A 10-item Neuro-Ophthalmic Supplement to the NEI-VFQ-25 was designed in a previous study by our group to target additional aspects of vision that may not be captured by the NEI-VFQ-25 in patients with MS and other neuro-ophthalmologic disorders.35,36 This new scale distinguished patients with MS from disease free controls to a significant degree in the prior study35,36 and demonstrated a capacity to capture self-reported visual dysfunction beyond that of the NEI-VFQ-25. Items and composite scores also showed appropriate degrees of internal consistency reliability. The 10-item supplement includes 10 items in a Likert scale format similar to that used in the NEI-VFQ-25, each of which is scored on a 0 to 100 scale. A composite (overall) score for the 10-item supplement is calculated as the unweighted average of the 10 items. Instructions and content for the 10-item supplement have been published35 and were designed based on survey and focus group data for patients with MS, ocular myasthenia gravis, and other disorders. In patients with MS, lower (worse) 10-item supplement overall and subscale scores are associated with reduced visual function by LCLA and VA.35,36

Optical Coherence Tomography

After patients completed visual function testing, OCT scanning was performed for both eyes of each participant using the Cirrus high-resolution SD-OCT system (Carl Zeiss Meditec, Dublin, CA). Scans were performed by trained technicians after visual function testing. An internal fixation target was used to improve reproducibility, and a patch was placed over the nontested eye. Scans were performed without flash photography to optimize patient comfort. If the pupils were large enough to permit adequate imaging (≥5 mm), scanning was completed without the use of mydriatic drops. Dilation has little impact on OCT values and reproducibility, and previous studies of MS patients have been performed without uniform use of mydriatics.12,13 Pupils were dilated with 1% tropicamide when necessary. Good quality scans were defined according to specifications in the user manual; criteria included signal strength ≥7 (maximum 10), centering of the scan, and uniform brightness.

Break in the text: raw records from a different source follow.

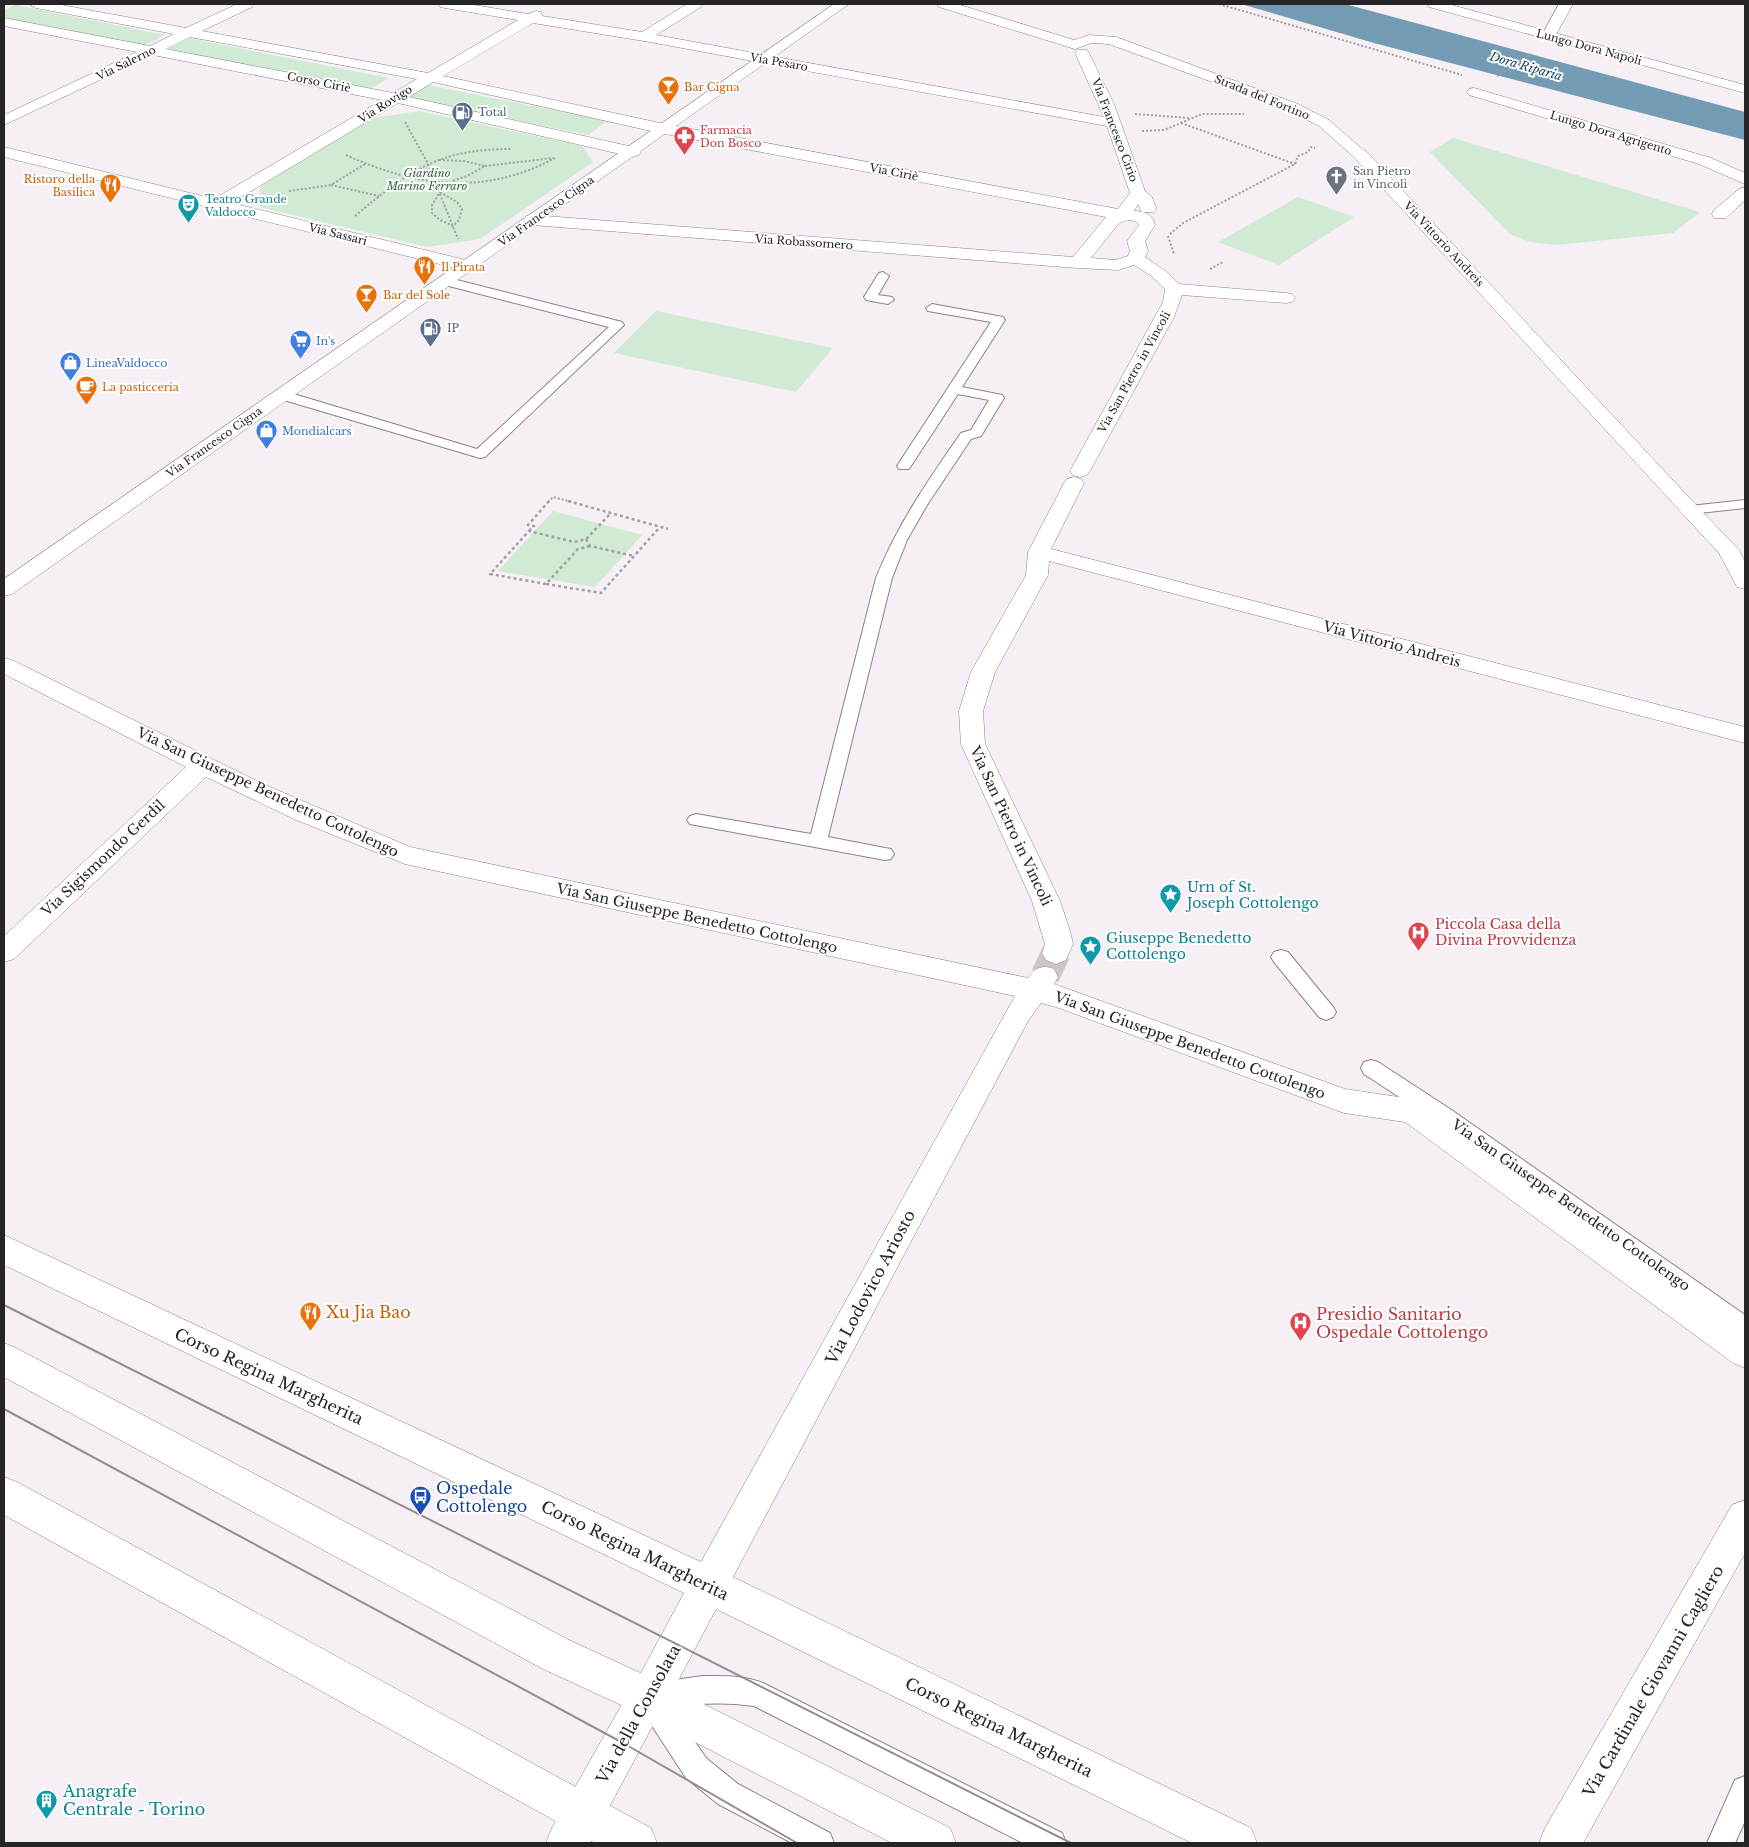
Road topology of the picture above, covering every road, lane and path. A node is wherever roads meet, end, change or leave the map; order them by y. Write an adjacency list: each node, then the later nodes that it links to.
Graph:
1 (36, 4): 13 (street, Corso Ciriè)
2 (247, 4): 13 (street, Via Salerno)
3 (445, 4): 11 (street, Via Pesaro)
4 (696, 4): 15 (street)
5 (842, 4): 20 (street, Via Francesco Cigna)
6 (944, 4): 19 (street, Strada del Fortino)
7 (981, 4): 16 (street)
8 (1434, 4): 14 (street, Lungo Dora Napoli)
9 (1566, 4): 14 (street)
10 (546, 9): 11 (street, Via Rovigo)
11 (529, 19): 15 (street, Via Pesaro); 21 (street, Via Rovigo)
12 (4, 22): 17 (street, Corso Ciriè)
13 (186, 33): 17 (street, Via Salerno); 21 (street, Corso Ciriè)
14 (1549, 35): 23 (street, Lungo Dora Napoli)
15 (644, 37): 20 (street, Via Pesaro)
16 (1089, 39): 19 (street); 19 (street)
17 (154, 49): 25 (street, Corso Ciriè); 30 (street, Via Salerno)
18 (1536, 52): 22 (path)
19 (1096, 54): 27 (street, Via Francesco Cirio); 40 (street, Strada del Fortino)
20 (764, 59): 27 (street, Via Pesaro); 32 (street, Via Francesco Cigna)
21 (428, 77): 25 (street, Via Rovigo); 32 (street, Corso Ciriè)
22 (1495, 77)
23 (1745, 89)
24 (1474, 92): 48 (street, Lungo Dora Agrigento)
25 (395, 98): 38 (street, Corso Ciriè); 55 (street, Via Rovigo)
26 (1249, 114): 29 (path)
27 (1110, 117): 29 (path); 53 (street, Via Francesco Cirio)
28 (410, 118): 43 (path)
29 (1190, 118): 31 (path)
30 (4, 121)
31 (1180, 123): 33 (path); 45 (path)
32 (665, 128): 38 (street, Via Francesco Cigna); 57 (street, Via Ciriè)
33 (1141, 131)
34 (1319, 148): 45 (path)
35 (513, 149): 42 (path)
36 (340, 151): 44 (path)
37 (4, 152): 55 (street, Via Sassari)
38 (633, 152): 59 (street, Via Francesco Cigna)
39 (546, 154): 41 (path)
40 (1360, 154): 80 (street, Via Vittorio Andreis)
41 (556, 158): 46 (path); 50 (path)
42 (433, 160): 43 (path); 46 (path)
43 (427, 162): 47 (path); 49 (path)
44 (366, 164): 47 (path); 54 (path)
45 (1294, 164): 65 (path)
46 (485, 166): 50 (path)
47 (406, 176): 49 (path); 54 (path)
48 (1745, 179)
49 (435, 181): 50 (path); 51 (path)
50 (446, 182)
51 (440, 192): 61 (path); 61 (path); 61 (path)
52 (1745, 192): 56 (street)
53 (1138, 193): 57 (street, Via Francesco Cirio); 60 (street, Via Francesco Cirio)
54 (379, 196): 58 (path)
55 (217, 204): 69 (street, Via Sassari)
56 (1720, 214)
57 (1122, 215): 60 (street, Via Ciriè); 68 (street, Via Francesco Cirio)
58 (364, 218)
59 (532, 220): 68 (street, Via Robassomero); 69 (street, Via Francesco Cigna)
60 (1146, 221): 67 (street)
61 (453, 226): 63 (path)
62 (463, 233): 63 (path)
63 (456, 234): 64 (path); 66 (path)
64 (449, 235)
65 (1168, 236)
66 (460, 244)
67 (1135, 259): 68 (street, Via Robassomero); 72 (street)
68 (1076, 263)
69 (468, 266): 71 (street, Via Francesco Cigna)
70 (883, 276): 74 (lane)
71 (445, 281): 77 (street, Via Francesco Cigna); 77 (lane)
72 (1174, 289): 73 (street); 89 (street, Via San Pietro in Vincoli)
73 (1286, 298)
74 (888, 300)
75 (932, 308): 76 (lane)
76 (954, 389): 78 (lane); 98 (lane)
77 (282, 395): 93 (street, Via Francesco Cigna)
78 (904, 466)
79 (1745, 504): 80 (lane)
80 (1690, 510): 91 (street, Via Vittorio Andreis)
81 (611, 513): 82 (path); 84 (path); 85 (path)
82 (660, 527): 83 (path); 90 (path)
83 (668, 529)
84 (529, 531): 86 (path); 92 (path)
85 (586, 539): 86 (path); 87 (path)
86 (574, 542): 88 (path)
87 (590, 546): 88 (path); 90 (path)
88 (578, 549): 92 (path)
89 (1039, 552): 95 (street, Via Vittorio Andreis); 102 (street, Via San Pietro in Vincoli)
90 (634, 556): 92 (path)
91 (1745, 582)
92 (546, 584)
93 (4, 589)
94 (4, 665): 96 (street, Via San Giuseppe Benedetto Cottolengo)
95 (1745, 735)
96 (203, 765): 100 (street, Via Sigismondo Gerdil); 102 (street, Via San Giuseppe Benedetto Cottolengo)
97 (696, 820): 98 (lane)
98 (818, 842): 99 (lane)
99 (885, 854)
100 (4, 952)
101 (1281, 957): 103 (lane)
102 (1045, 973): 104 (street, Via San Giuseppe Benedetto Cottolengo); 111 (street, Via Lodovico Ariosto)
103 (1326, 1012)
104 (1412, 1111): 106 (lane, Via San Giuseppe Benedetto Cottolengo); 107 (street, Via San Giuseppe Benedetto Cottolengo)
105 (4, 1249): 111 (street, Corso Regina Margherita)
106 (1745, 1328)
107 (1745, 1352)
108 (4, 1360): 112 (street)
109 (4, 1495): 114 (street)
110 (1745, 1518): 120 (street, Via Cardinale Giovanni Cagliero)
111 (708, 1585): 112 (street, Via della Consolata); 119 (street, Corso Regina Margherita)
112 (648, 1697): 114 (street, Via della Consolata); 116 (lane); 117 (street); 118 (lane)
113 (1745, 1790): 121 (lane)
114 (575, 1829): 115 (street)
115 (636, 1843)
116 (820, 1843)
117 (935, 1843)
118 (1052, 1843)
119 (1236, 1843)
120 (1560, 1843)
121 (1721, 1843)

Two OCT scanning protocols were performed on each eye. The ONH cube protocol computes the RNFL thickness along 2.4-mm diameter circles around the optic disc. The Macular Cube 200×200 and 512×128 scanning protocols were used to image a 6×6×2 mm3 cube of macular tissue centered on the fovea. The 512×128 protocol coregisters 128 horizontal line scans with 512 A-scans, providing greater horizontal sampling density at the expense of a modest decrease in vertical sampling density when compared with the Macular Cube 200×200 scan protocol. However, images from both protocols are processed frame to frame such that the segmentation performance and measurements are not affected by the protocol used.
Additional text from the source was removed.